Semi-reduction thickness
Thickness of a given substance that reduces by half the intensity of a certain type of radiation, when it is interposed in its path.
Shield (biological)
Material placed between a source of radiation and personnel in order to minimise the number of particles and radiation, and protect personnel from the effects of such radiation.
Sievert (Sv)
Unit of equivalent and effective radiation dose in the International System of Units: 1 Sv = 1 J/kg. The old unit is the REM. 1Sv = 100 REM.
Single exposure
Brief external exposure or internal exposure resulting from radionuclide intake during a short period of time.
Stop
In reactor technology, synonymous with shutdown. When following a nuclear reactor's stop the coolant temperature remains high, this is known as a hot shutdown. If the coolant temperature falls, the term used is "cold shutdown".
Supervisor
Person authorised by the Spanish Nuclear Safety Council and in charge of directing the operation of a nuclear or radioactive facility and the work of the operators and, where applicable, of replacing the operators.
T
Technological safeguard
Each of the systems used at a nuclear or radioactive site to prevent accidents or mitigate their consequences.
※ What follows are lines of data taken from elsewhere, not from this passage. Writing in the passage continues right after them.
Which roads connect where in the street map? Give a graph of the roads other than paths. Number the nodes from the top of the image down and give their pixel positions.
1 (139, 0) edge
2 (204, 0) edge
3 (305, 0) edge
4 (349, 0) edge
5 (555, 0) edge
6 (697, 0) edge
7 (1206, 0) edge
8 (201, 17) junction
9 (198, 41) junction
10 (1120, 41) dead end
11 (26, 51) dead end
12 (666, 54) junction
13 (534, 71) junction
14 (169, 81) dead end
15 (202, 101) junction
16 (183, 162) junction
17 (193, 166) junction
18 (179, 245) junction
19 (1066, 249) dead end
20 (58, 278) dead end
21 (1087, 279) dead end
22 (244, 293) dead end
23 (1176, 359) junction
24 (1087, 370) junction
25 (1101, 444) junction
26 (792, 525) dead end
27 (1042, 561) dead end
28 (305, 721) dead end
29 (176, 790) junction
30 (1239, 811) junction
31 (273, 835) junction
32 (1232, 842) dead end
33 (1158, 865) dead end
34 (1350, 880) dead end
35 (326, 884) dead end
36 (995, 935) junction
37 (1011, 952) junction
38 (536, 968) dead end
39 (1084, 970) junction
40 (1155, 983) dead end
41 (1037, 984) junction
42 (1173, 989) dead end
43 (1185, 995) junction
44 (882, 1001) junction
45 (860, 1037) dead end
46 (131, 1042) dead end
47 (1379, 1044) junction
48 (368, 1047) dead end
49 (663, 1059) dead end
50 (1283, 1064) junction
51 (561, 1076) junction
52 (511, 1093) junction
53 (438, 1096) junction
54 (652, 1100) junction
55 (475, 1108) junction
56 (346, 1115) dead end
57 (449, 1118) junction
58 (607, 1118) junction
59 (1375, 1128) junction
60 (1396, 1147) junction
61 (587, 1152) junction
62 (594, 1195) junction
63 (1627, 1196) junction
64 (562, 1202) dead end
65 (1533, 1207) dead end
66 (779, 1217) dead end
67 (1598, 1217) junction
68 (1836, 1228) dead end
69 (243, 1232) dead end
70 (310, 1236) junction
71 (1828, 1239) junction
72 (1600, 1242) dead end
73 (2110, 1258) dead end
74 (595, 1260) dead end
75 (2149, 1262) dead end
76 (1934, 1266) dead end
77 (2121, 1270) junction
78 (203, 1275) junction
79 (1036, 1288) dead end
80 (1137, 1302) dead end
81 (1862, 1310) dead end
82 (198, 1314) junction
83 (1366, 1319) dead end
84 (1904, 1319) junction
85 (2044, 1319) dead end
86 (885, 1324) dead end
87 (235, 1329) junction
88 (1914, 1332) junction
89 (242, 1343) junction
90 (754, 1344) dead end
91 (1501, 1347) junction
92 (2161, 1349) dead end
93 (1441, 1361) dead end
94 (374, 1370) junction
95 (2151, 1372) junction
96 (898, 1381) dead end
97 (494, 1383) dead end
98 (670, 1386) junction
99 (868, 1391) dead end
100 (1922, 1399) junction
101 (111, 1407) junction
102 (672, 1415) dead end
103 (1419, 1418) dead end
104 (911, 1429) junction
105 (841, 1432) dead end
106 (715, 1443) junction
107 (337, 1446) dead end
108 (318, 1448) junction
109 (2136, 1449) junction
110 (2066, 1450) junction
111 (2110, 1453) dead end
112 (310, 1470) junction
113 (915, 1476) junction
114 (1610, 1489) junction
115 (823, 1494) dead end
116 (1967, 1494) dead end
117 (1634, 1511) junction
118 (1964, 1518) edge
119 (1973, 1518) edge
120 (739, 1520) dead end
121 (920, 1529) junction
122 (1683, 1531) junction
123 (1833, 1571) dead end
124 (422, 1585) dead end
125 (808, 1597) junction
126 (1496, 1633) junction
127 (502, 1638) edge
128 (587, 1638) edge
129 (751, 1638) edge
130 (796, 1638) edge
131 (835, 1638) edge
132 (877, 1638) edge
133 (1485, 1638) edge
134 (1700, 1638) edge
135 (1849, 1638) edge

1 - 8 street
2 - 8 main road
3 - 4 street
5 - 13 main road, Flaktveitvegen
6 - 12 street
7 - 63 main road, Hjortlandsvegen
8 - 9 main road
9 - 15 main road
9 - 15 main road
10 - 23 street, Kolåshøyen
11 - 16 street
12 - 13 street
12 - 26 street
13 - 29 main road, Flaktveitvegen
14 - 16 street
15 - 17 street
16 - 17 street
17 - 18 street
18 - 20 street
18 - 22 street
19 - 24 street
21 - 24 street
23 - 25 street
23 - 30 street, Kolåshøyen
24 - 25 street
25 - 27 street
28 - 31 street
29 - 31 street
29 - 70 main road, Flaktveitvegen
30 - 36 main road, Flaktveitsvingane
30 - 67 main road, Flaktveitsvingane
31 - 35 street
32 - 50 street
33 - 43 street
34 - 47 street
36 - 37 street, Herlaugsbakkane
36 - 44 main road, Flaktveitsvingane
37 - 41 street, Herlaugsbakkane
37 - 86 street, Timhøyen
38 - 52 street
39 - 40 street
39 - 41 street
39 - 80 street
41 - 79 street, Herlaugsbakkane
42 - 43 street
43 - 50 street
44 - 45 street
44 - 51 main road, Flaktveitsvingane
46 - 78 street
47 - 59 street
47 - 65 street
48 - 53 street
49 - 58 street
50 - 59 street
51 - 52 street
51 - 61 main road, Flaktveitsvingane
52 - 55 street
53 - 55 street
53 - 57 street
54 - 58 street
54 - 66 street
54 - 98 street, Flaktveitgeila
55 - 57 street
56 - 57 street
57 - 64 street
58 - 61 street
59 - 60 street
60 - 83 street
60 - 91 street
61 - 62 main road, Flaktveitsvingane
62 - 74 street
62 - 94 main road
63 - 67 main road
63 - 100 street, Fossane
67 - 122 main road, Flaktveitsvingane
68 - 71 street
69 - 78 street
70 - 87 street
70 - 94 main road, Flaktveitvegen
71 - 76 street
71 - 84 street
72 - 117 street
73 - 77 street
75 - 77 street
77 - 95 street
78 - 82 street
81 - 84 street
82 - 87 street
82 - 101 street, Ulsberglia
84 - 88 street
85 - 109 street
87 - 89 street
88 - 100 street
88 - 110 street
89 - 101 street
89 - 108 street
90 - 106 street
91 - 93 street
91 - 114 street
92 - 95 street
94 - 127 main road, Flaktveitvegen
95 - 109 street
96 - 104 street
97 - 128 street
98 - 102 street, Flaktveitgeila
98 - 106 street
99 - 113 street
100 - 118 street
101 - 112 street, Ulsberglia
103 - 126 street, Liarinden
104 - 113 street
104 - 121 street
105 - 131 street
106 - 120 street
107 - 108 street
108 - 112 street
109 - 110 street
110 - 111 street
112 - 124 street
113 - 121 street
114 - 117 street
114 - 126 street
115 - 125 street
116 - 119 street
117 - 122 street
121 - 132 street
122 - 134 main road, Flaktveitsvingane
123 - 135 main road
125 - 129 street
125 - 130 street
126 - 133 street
Temporary/final waste storage
Action involving keeping radioactive waste at sites designed specifically for that purpose. There are temporary storage sites, i.e., locations that enable storage for the period of time needed for the activity of the radioactive waste they contain to fall to pre-established values; temporary storage sites are designed to allow surveillance of the location and recovery of the waste they contain. There are also final storage sites, locations which are determined to be secure enough to hold radioactive waste which is not intended to be recovered.
Thermal neutron
A neutron which is approximately in a situation of thermal equilibrium with the medium in which it moves. This usually corresponds to an energy of 0.025 electron-volt for a temperature of 25 °C.
Thermal power
In a nuclear reactor, the power generated as a result of the fission reactions that take place within and released directly or indirectly as heat.
Tissue weighting factor
Factor that the equivalent dose received by the various organs and tissues of the organism needs to be multiplied by in order to obtain the effective dose for the entire human body.
U
Uranium
Chemical element with atomic number 92 and symbol U. The isotope formation of the uranium found in nature is as follows: U-235 0.71%, U-238 99.28 %, and the rest is U-234. Because of the presence of fertile and fissile isotopes, uranium can be used in any type of reactor. It is normally used as uranium dioxide (UO2), because the use of uranium metal has multiple limitations, as happens with uranium alloys.